Tempest (La tempesta) is a 1958 Italian drama film directed by Alberto Lattuada and starring Silvana Mangano, Van Heflin, Viveca Lindfors and Geoffrey Horne.

==Plot==
In the year 1770, in imperial Russia, a young lieutenant named Grinyov is caught drunk during a military inspection. As punishment, Empress Catherine II orders him to be reassigned to a remote part of the empire—the fortified village of Belogorsk.

On his journey to this distant outpost, Grinyov encounters a man caught in a snowstorm and saves his life. Unbeknownst to him, this man is Yemelyan Pugachev, a Cossack who will soon lead a major rebellion against the Russian Empire.

Upon arriving at the fortress, Grinyov is placed under the command of Captain Mironov, a kind and honorable officer. Mironov has a daughter named Masha, and Grinyov quickly falls in love with her. However, his affection for Masha leads to conflict with another officer at the post—Lieutenant Shvabrin—who is also in love with her.

Meanwhile, the threat of the Cossack uprising, led by the very man Grinyov once saved, draws nearer. As events unfold, Grinyov is forced to navigate complex challenges involving loyalty, love, and survival during a time of political turmoil and rebellion.

== Cast ==
- Silvana Mangano as Masha
- Van Heflin as Yemelyan Pugachev
- Viveca Lindfors as Catherine II
- Geoffrey Horne as Piotr Grinov
- Vittorio Gassman as Prosecutor
- Agnes Moorehead as Vassilissa Mironova
- Robert Keith as Capt. Mironov
- Oskar Homolka as Savelic
- Finlay Currie as Count Grinov
- Laurence Naismith as Maj. Zurin
- Helmut Dantine as Svabrin
- Fulvia Franco as Palaska
- Aldo Silvani as Pope Gerasim
- Claudio Gora as Minister of Caterine II
- Guido Celano as the farmer
- Cristina Gajoni as the young girl

==Production==
The film was shot in Košutnjak film studios in Belgrade, Yugoslavia (today Serbia). . It is based on A History of Pugachev (1834) and the 1836 novel The Captain's Daughter, both by Alexander Pushkin.

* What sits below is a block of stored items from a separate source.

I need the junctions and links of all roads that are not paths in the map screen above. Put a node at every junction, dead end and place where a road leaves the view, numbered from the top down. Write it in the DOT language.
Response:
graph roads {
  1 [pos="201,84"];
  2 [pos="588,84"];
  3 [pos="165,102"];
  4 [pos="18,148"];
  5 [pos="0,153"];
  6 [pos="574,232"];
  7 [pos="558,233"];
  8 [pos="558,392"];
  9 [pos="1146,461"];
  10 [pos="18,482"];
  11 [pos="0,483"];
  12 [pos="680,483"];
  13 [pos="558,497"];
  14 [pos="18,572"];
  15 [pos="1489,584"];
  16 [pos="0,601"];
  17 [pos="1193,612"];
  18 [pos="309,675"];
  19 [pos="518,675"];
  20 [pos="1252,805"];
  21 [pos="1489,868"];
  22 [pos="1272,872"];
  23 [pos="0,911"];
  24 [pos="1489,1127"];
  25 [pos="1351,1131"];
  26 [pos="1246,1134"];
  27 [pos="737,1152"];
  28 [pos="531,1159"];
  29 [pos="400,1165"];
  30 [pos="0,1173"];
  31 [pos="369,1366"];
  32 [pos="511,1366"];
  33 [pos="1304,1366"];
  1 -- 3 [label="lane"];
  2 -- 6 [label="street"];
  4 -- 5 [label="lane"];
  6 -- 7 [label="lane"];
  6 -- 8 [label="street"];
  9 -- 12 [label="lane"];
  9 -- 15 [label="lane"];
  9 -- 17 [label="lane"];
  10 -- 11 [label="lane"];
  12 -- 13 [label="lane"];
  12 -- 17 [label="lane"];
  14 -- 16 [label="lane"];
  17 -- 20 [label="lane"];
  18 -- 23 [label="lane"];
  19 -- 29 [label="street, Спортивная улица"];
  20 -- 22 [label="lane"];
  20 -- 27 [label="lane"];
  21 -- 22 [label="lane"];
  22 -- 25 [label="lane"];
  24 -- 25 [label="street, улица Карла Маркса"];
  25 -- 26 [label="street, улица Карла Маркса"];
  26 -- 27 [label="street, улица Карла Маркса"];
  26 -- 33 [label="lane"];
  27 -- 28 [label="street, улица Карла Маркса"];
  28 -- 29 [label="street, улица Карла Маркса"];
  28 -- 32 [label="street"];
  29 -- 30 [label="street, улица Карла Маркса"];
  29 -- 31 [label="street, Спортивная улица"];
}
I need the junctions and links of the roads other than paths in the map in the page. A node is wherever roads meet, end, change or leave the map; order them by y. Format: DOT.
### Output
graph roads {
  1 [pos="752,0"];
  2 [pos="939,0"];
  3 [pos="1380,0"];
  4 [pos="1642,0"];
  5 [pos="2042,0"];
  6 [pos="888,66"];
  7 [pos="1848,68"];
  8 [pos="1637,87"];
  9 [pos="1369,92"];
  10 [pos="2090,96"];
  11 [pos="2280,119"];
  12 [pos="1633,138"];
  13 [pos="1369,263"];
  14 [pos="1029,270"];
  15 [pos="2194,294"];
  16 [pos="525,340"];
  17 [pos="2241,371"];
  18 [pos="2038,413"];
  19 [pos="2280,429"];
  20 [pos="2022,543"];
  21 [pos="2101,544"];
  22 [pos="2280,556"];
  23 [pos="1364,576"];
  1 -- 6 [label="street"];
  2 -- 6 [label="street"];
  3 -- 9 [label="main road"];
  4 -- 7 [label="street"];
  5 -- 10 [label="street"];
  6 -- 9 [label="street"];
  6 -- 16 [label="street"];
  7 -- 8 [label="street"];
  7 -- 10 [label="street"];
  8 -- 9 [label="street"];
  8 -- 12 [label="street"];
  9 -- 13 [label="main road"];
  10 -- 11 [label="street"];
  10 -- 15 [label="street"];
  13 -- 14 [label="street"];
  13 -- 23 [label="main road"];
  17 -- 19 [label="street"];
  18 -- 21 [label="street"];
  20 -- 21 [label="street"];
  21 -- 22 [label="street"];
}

The lead was given to Geoffrey Horne who had been in Bridge on the River Kwai. The success of the film in Europe led to him being cast in a series of European films.
==Reception==
Variety said the film "shows the tremendous possibilities of well-planned co-productions. Both the action-spectacle public as well as the more discerning patron should go for this item, thanks to an expert balance struck between film’s epic qualities and the generally tasteful handling of the story line, script and dialog."

The film was a big box office hit in Italy. For this film Lattuada was awarded a David di Donatello for Best Director.